吴恩达-机器学习笔记

2018/08/06

课程链接

https://www.coursera.org/learn/machine-learning/home/welcome

Welcome

Welcome to Machine Learning! I’m excited to have you in the class and look forward to helping you become an expert in machine learning.

After you finish watching the Week 1 lectures, there’s also a set of Review Questions to help you check your understanding. You should be able to complete the review questions in a few minutes. You can attempt the review questions as many times as you like, and we will only use your highest score.

This machine learning class was the class that had started Coursera. I’m excited to be teaching it again. By the time you finish this class, you’ll know how to apply the most advanced machine learning algorithms to such problems as anti-spam, image recognition, clustering, building recommender systems, and many other problems. You’ll also know how to select the right algorithm for the right job, as well as become expert at ‘debugging’ and figuring out how to improve a learning algorithm’s performance.

I hope you’ll have a lot of fun learning about machine learning.

Machine Learning Honor Code

We strongly encourage students to form study groups, and discuss the lecture videos (including in-video questions). We also encourage you to get together with friends to watch the videos together as a group. However, the answers that you submit for the review questions should be your own work. For the programming exercises, you are welcome to discuss them with other students, discuss specific algorithms, properties of algorithms, etc.; we ask only that you not look at any source code written by a different student, nor show your solution code to other students.

Guidelines for Posting Code in Discussion Forums

Scenario 1: Code to delete

Learner Question/Comment: “Here is the code I have so far, but it fails the grader. Please help me fix it.”

Why Delete?: The reason is that if there is a simple fix provided by a student, a quick copy and paste with a small edit will provide credit without individual effort.

Learner Question: A student substitutes words for the math operators, but includes the variable names (or substitutes the equivalent greek letters (θ for ‘theta’, etc). This student also provides a sentence-by-sentence, line by line, description of exactly what their code implements. “The first line of my script has the equation “hypothesis equals theta times X”, but I get the following error message…”.

Why Delete?: This should be deleted. “Spelling out” the code in English is the same as using the regular code.

Scenario 2: Code not to delete

Learner Question: How do I subset a matrix to eliminate the intercept?

Mentor Response: This probably would be okay, especially if the person posting makes an effort to not use familiar variable names, or to use a context which has nothing to do with the contexts in the assignments.

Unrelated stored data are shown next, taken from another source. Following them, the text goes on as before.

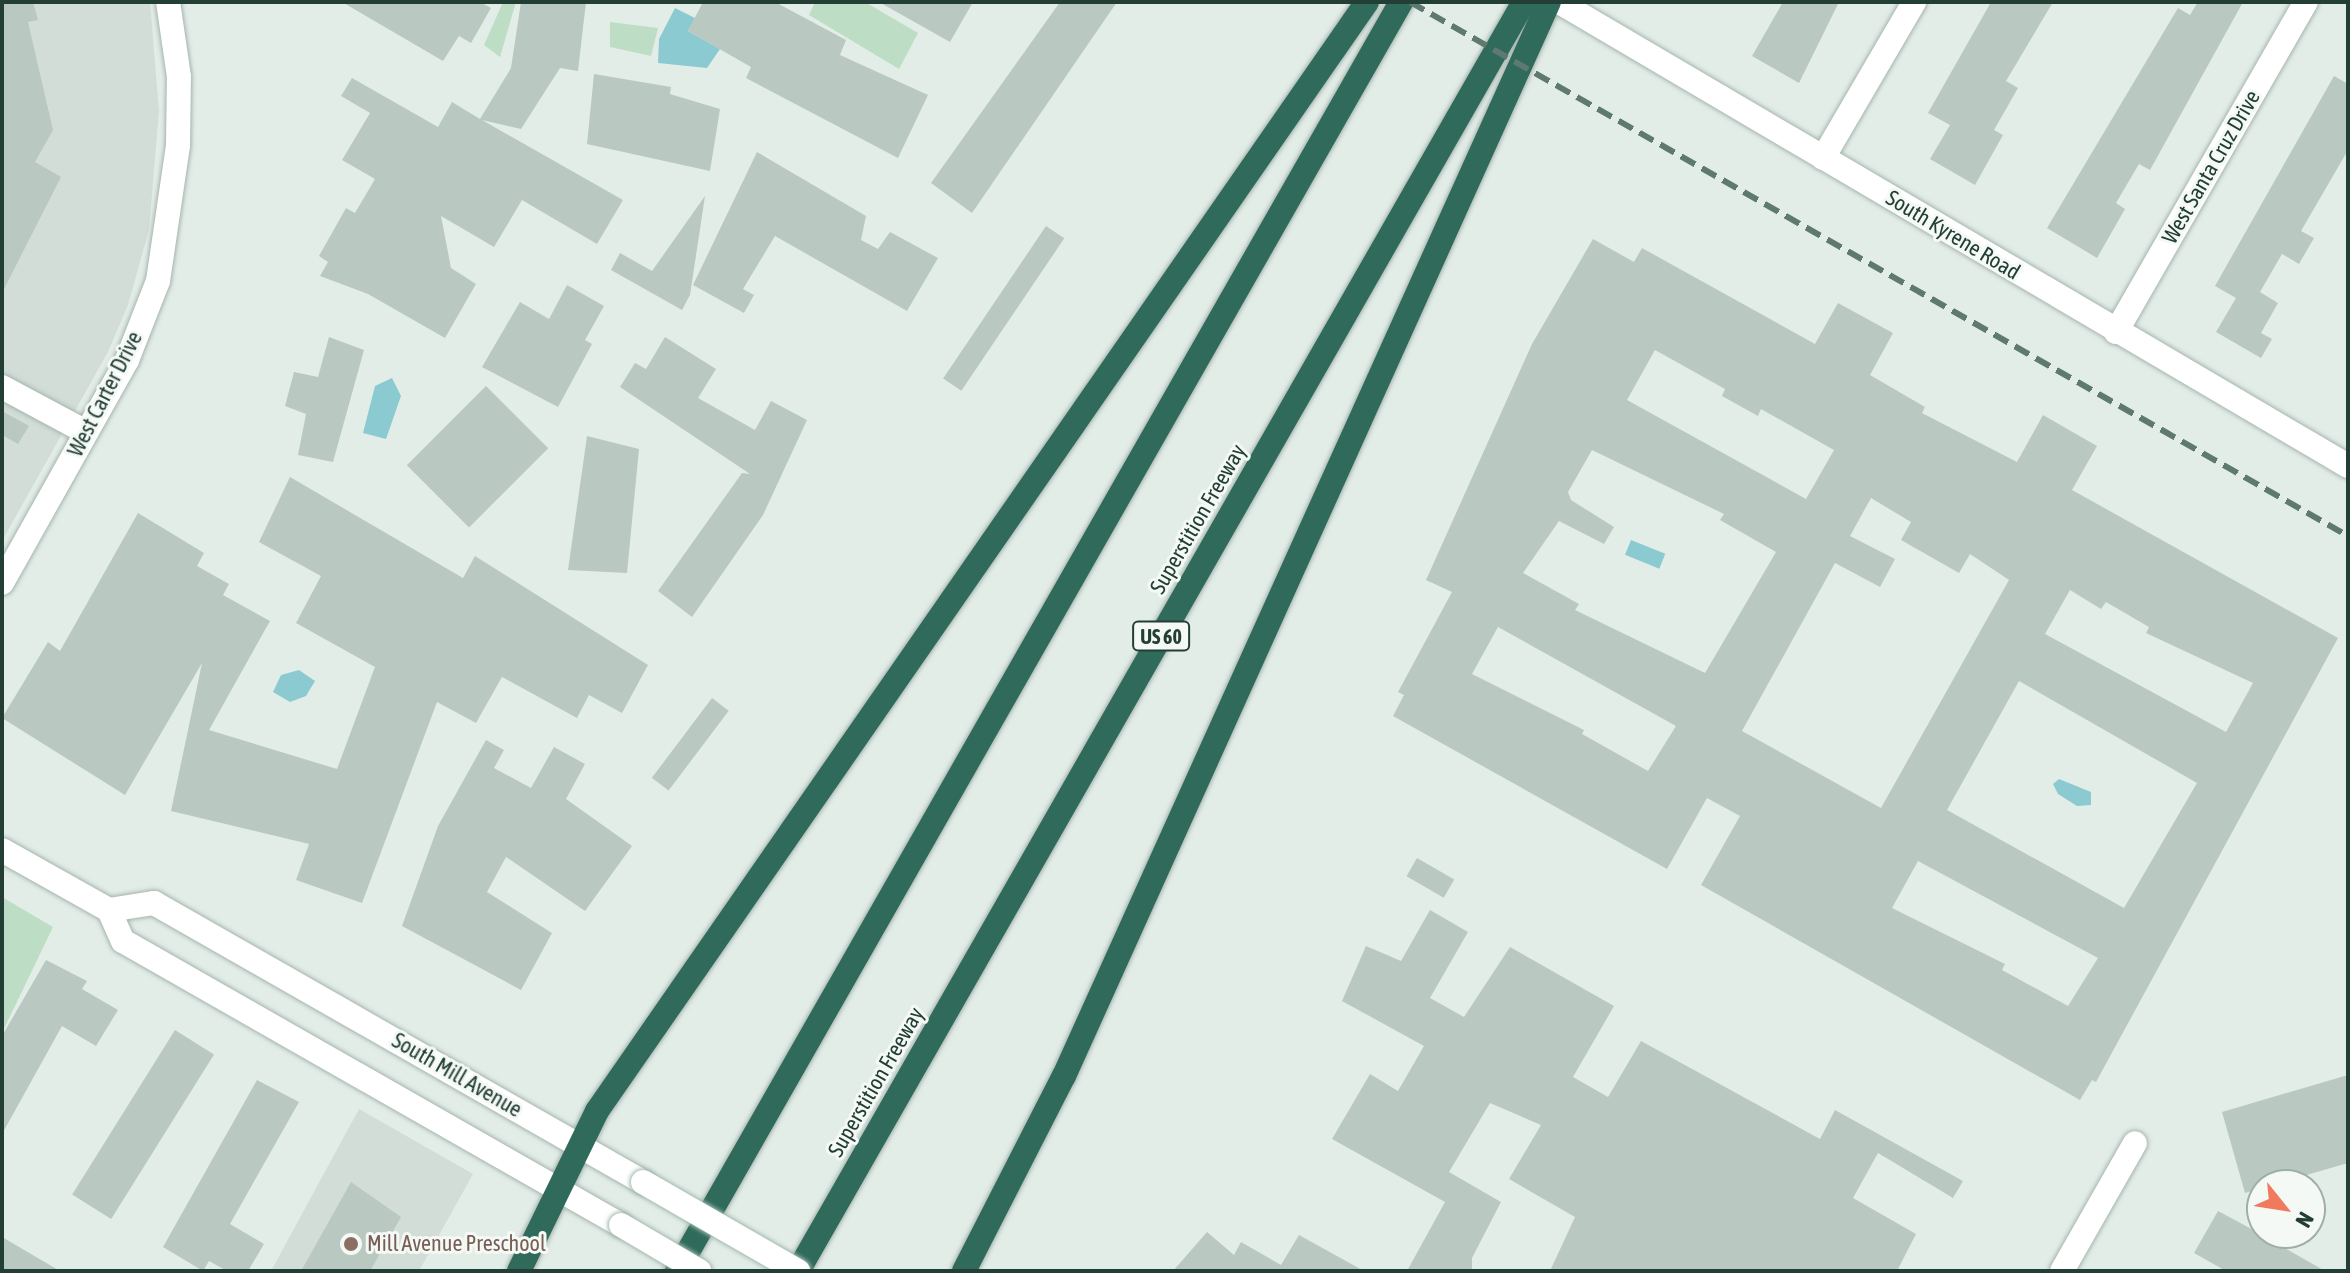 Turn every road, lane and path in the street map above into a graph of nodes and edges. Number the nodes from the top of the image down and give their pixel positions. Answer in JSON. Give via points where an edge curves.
{"nodes":[{"id":1,"x":168,"y":2,"type":"edge"},
{"id":2,"x":1367,"y":2,"type":"edge"},
{"id":3,"x":1401,"y":2,"type":"edge"},
{"id":4,"x":1524,"y":2,"type":"edge"},
{"id":5,"x":1549,"y":2,"type":"edge"},
{"id":6,"x":1559,"y":2,"type":"edge"},
{"id":7,"x":1914,"y":2,"type":"edge"},
{"id":8,"x":2306,"y":2,"type":"edge"},
{"id":9,"x":1823,"y":158,"type":"junction"},
{"id":10,"x":2116,"y":332,"type":"junction"},
{"id":11,"x":2,"y":387,"type":"edge"},
{"id":12,"x":86,"y":432,"type":"junction"},
{"id":13,"x":2348,"y":466,"type":"edge"},
{"id":14,"x":2,"y":583,"type":"edge"},
{"id":15,"x":2,"y":850,"type":"edge"},
{"id":16,"x":109,"y":910,"type":"junction"},
{"id":17,"x":2135,"y":1143,"type":"dead end"},
{"id":18,"x":578,"y":1145,"type":"junction"},
{"id":19,"x":555,"y":1187,"type":"junction"},
{"id":20,"x":519,"y":1271,"type":"edge"},
{"id":21,"x":677,"y":1271,"type":"edge"},
{"id":22,"x":699,"y":1271,"type":"edge"},
{"id":23,"x":798,"y":1271,"type":"edge"},
{"id":24,"x":964,"y":1271,"type":"edge"},
{"id":25,"x":2062,"y":1271,"type":"edge"}],
"edges":[{"from":1,"to":12,"type":"street","name":"West Carter Drive","via":[[179,77],[174,210],[158,281],[127,360]]},
{"from":2,"to":18,"type":"highway","via":[[784,837]]},
{"from":3,"to":21,"type":"highway"},
{"from":4,"to":23,"type":"highway","name":"Superstition Freeway","number":"US 60"},
{"from":5,"to":24,"type":"highway","via":[[1064,1076]]},
{"from":6,"to":9,"type":"street","name":"South Kyrene Road"},
{"from":7,"to":9,"type":"street"},
{"from":8,"to":10,"type":"street","name":"West Santa Cruz Drive"},
{"from":9,"to":10,"type":"street","name":"South Kyrene Road"},
{"from":10,"to":13,"type":"street","name":"South Kyrene Road"},
{"from":11,"to":12,"type":"street"},
{"from":12,"to":14,"type":"street","name":"West Carter Drive"},
{"from":15,"to":16,"type":"street"},
{"from":16,"to":18,"type":"street","name":"South Mill Avenue","via":[[154,903]]},
{"from":16,"to":19,"type":"street","via":[[123,941]]},
{"from":17,"to":25,"type":"street"},
{"from":18,"to":19,"type":"highway"},
{"from":18,"to":23,"type":"street","name":"South Mill Avenue","bridge":true},
{"from":19,"to":20,"type":"highway"},
{"from":19,"to":22,"type":"street","bridge":true}]}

It is clearly ok to show examples of Octave code to demonstrate a technique. Even if the technique itself is directly applicable to a programming problem at hand. As long as what is typed cannot be “cut and pasted” into the program at hand.

E.g. how do I set column 1 of a matrix to zero? Try this in your Octave work area:

A = magic(3)

A(:,1) = 0

The above is always acceptable (in my understanding). Demonstrating techniques and learning the language/syntax are important Forum activities.


What is Machine Learning?

Two definitions of Machine Learning are offered. Arthur Samuel described it as: “the field of study that gives computers the ability to learn without being explicitly programmed.” This is an older, informal definition.

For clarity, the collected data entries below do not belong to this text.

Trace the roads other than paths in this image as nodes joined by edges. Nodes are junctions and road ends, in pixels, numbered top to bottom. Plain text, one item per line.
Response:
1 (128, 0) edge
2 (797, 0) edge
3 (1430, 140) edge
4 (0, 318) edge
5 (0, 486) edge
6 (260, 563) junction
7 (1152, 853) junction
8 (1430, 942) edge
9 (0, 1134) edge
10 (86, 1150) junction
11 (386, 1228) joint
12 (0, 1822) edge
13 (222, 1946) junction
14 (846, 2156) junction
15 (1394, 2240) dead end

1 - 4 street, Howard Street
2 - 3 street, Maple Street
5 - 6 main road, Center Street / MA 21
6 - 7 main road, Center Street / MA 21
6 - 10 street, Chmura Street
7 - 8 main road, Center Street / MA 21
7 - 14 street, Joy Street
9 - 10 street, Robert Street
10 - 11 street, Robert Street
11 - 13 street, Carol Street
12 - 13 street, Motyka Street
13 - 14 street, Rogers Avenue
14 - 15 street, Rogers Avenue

Tom Mitchell provides a more modern definition: “A computer program is said to learn from experience E with respect to some class of tasks T and performance measure P, if its performance at tasks in T, as measured by P, improves with experience E.”

Example: playing checkers.

E = the experience of playing many games of checkers

T = the task of playing checkers.

P = the probability that the program will win the next game.

In general, any machine learning problem can be assigned to one of two broad classifications:

Supervised learning and Unsupervised learning.


Supervised Learning

In supervised learning, we are given a data set and already know what our correct output should look like, having the idea that there is a relationship between the input and the output.

Supervised learning problems are categorized into “regression” and “classification” problems. In a regression problem, we are trying to predict results within a continuous output, meaning that we are trying to map input variables to some continuous function. In a classification problem, we are instead trying to predict results in a discrete output. In other words, we are trying to map input variables into discrete categories.

Example 1:

Given data about the size of houses on the real estate market, try to predict their price. Price as a function of size is a continuous output, so this is a regression problem.

We could turn this example into a classification problem by instead making our output about whether the house “sells for more or less than the asking price.” Here we are classifying the houses based on price into two discrete categories.

Example 2:

(a) Regression - Given a picture of a person, we have to predict their age on the basis of the given picture

(b) Classification - Given a patient with a tumor, we have to predict whether the tumor is malignant or benign.


Unsupervised Learning

Unsupervised learning allows us to approach problems with little or no idea what our results should look like. We can derive structure from data where we don’t necessarily know the effect of the variables.

We can derive this structure by clustering the data based on relationships among the variables in the data.

With unsupervised learning there is no feedback based on the prediction results.

Example:

Clustering: Take a collection of 1,000,000 different genes, and find a way to automatically group these genes into groups that are somehow similar or related by different variables, such as lifespan, location, roles, and so on.

Non-clustering: The “Cocktail Party Algorithm”, allows you to find structure in a chaotic environment. (i.e. identifying individual voices and music from a mesh of sounds at a cocktail party).


Mentor Program Overview:

Community Mentors are successful, dedicated Coursera learners who volunteer to assist with support and discussion forum moderation in courses that they have already completed. They have been recruited by Coursera to encourage newer learners, answer questions, set an example by posting thoughtful and timely content, and report platform bugs and inappropriate content to Coursera.

As you use the discussion areas, please be aware that the ideas expressed by participants in this course, including the Mentors, do not represent the views of Stanford University. The mentors are not employed by Stanford University and they have not been vetted by Stanford University as experts on course content or course facilitation.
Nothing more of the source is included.